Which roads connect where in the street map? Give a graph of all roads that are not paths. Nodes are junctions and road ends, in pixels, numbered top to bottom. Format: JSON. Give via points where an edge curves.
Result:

==

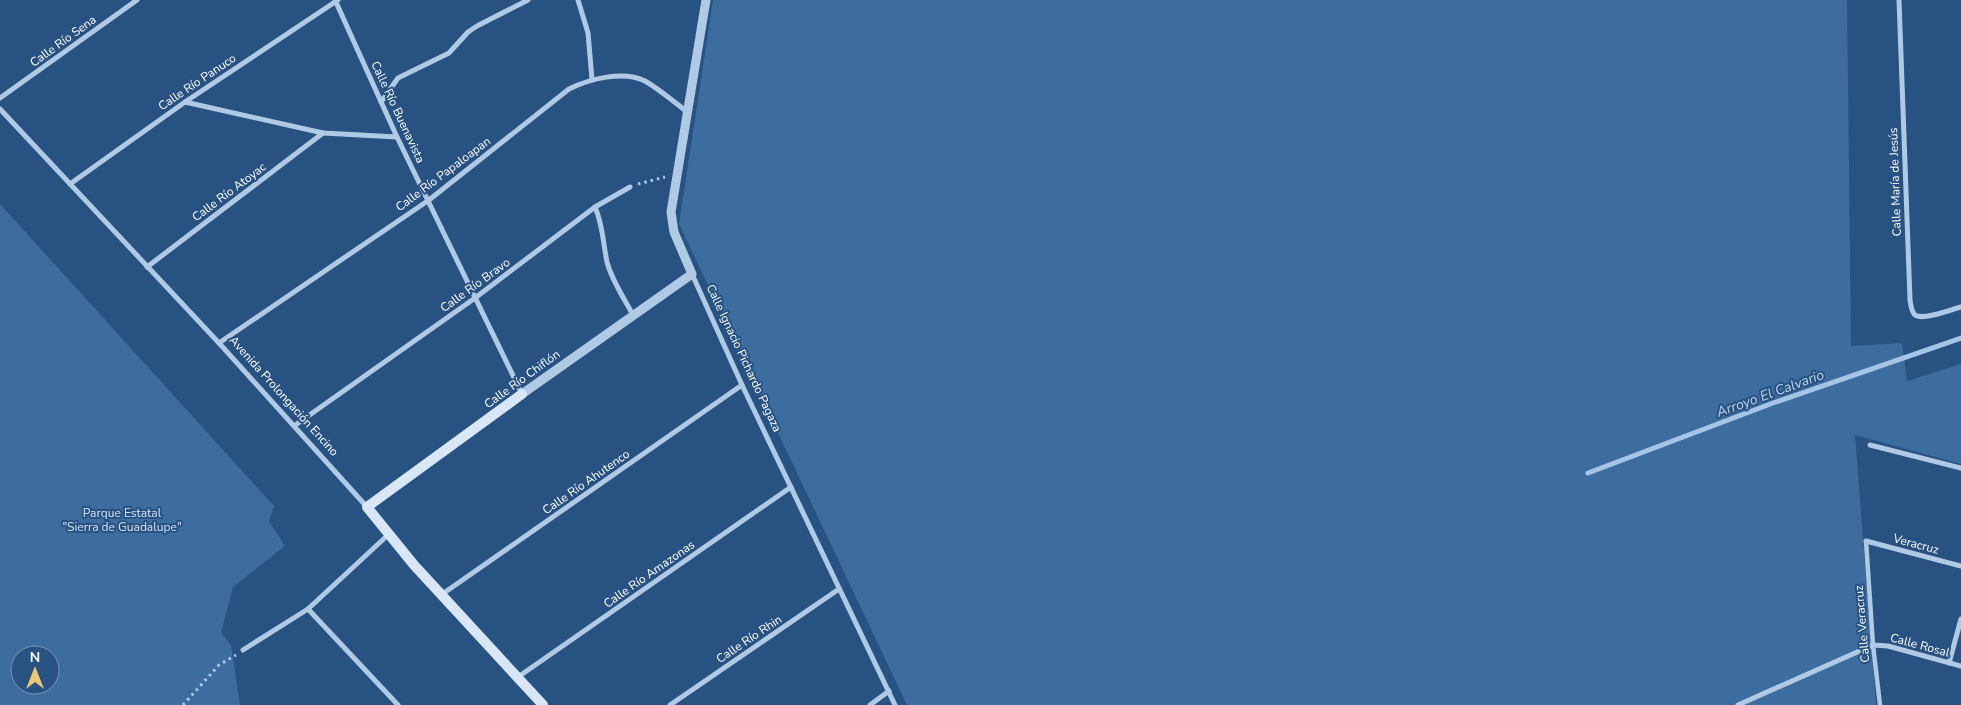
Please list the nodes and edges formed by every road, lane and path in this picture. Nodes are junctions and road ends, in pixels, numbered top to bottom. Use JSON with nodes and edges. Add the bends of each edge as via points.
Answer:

==

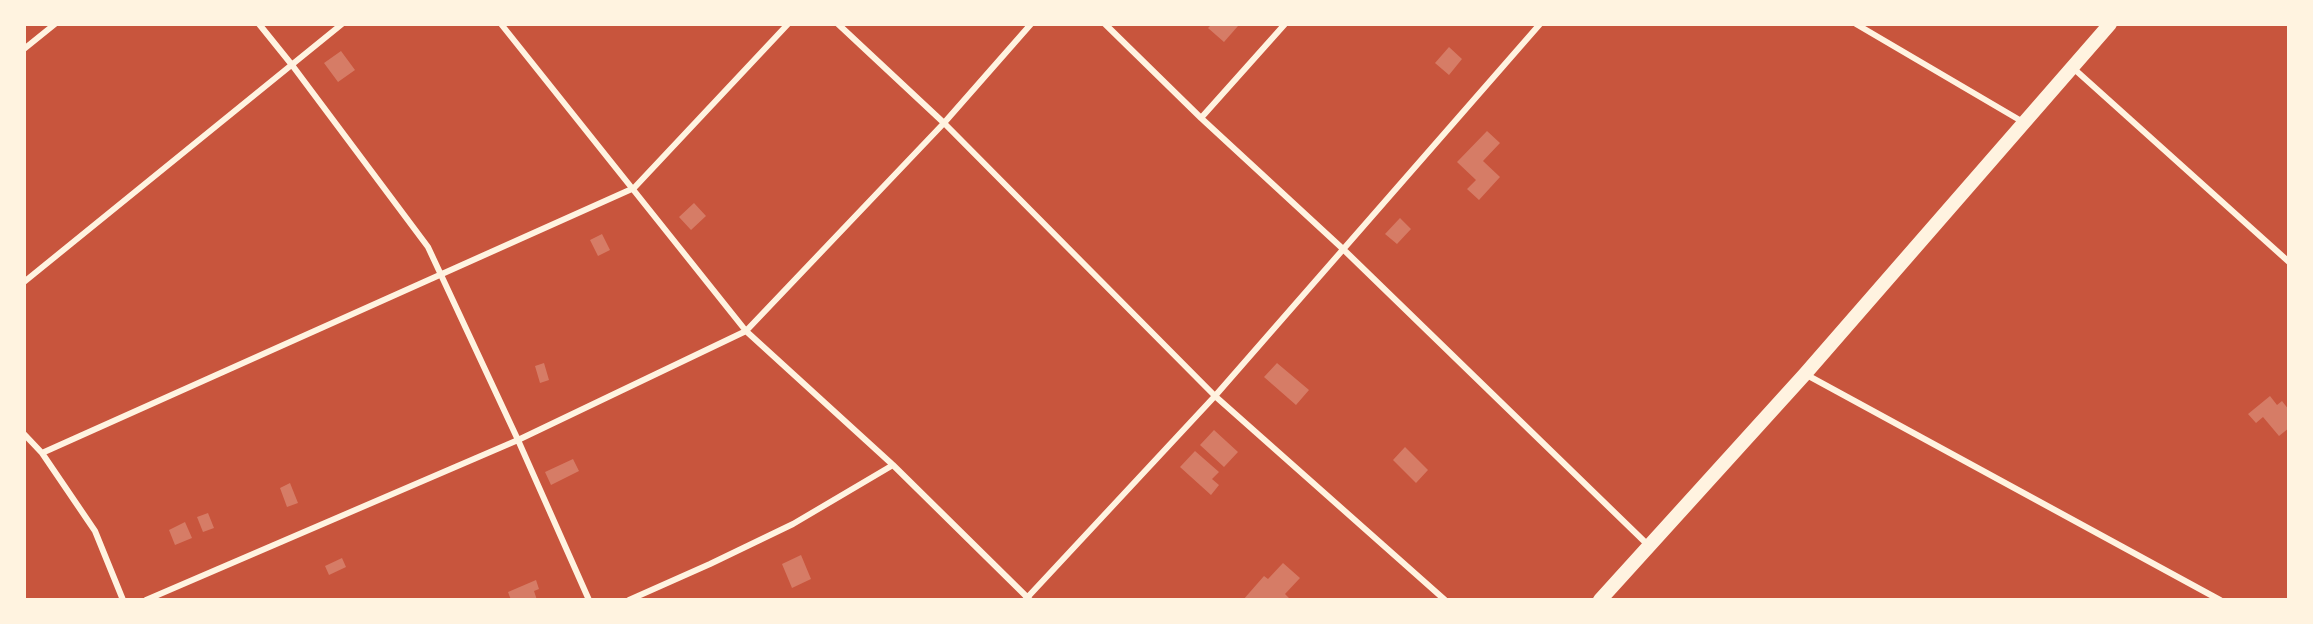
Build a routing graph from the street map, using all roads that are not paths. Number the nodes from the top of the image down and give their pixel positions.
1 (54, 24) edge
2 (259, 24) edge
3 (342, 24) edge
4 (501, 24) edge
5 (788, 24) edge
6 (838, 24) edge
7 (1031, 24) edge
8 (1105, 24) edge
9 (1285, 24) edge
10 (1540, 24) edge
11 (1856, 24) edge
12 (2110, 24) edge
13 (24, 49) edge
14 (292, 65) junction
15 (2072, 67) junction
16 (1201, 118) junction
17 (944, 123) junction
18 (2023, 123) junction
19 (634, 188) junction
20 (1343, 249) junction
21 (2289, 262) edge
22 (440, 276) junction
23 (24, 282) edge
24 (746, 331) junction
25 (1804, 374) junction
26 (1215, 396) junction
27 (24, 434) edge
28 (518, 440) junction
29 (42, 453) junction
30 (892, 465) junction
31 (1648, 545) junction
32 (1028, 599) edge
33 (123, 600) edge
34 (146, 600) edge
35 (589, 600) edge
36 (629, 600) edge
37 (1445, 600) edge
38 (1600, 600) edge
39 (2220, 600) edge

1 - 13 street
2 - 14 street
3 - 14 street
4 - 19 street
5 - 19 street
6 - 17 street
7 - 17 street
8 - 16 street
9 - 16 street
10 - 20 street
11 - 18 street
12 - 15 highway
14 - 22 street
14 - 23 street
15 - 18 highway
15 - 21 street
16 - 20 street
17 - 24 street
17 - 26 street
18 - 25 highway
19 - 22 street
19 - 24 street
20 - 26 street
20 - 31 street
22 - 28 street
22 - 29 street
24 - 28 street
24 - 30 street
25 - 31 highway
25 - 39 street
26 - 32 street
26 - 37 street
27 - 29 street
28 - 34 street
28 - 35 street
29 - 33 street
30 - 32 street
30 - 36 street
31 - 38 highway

What you need to do:
Would you please return every line in the listing where "ends" shows up?

Your response:
Which roads connect where in the street map? Give a graph of all roads that are not paths. Nodes are junctions and road ends, in pixels, numbered top to bottom. Format: JSON. Give via points where an edge curves.
Please list the nodes and edges formed by every road, lane and path in this picture. Nodes are junctions and road ends, in pixels, numbered top to bottom. Use JSON with nodes and edges. Add the bends of each edge as via points.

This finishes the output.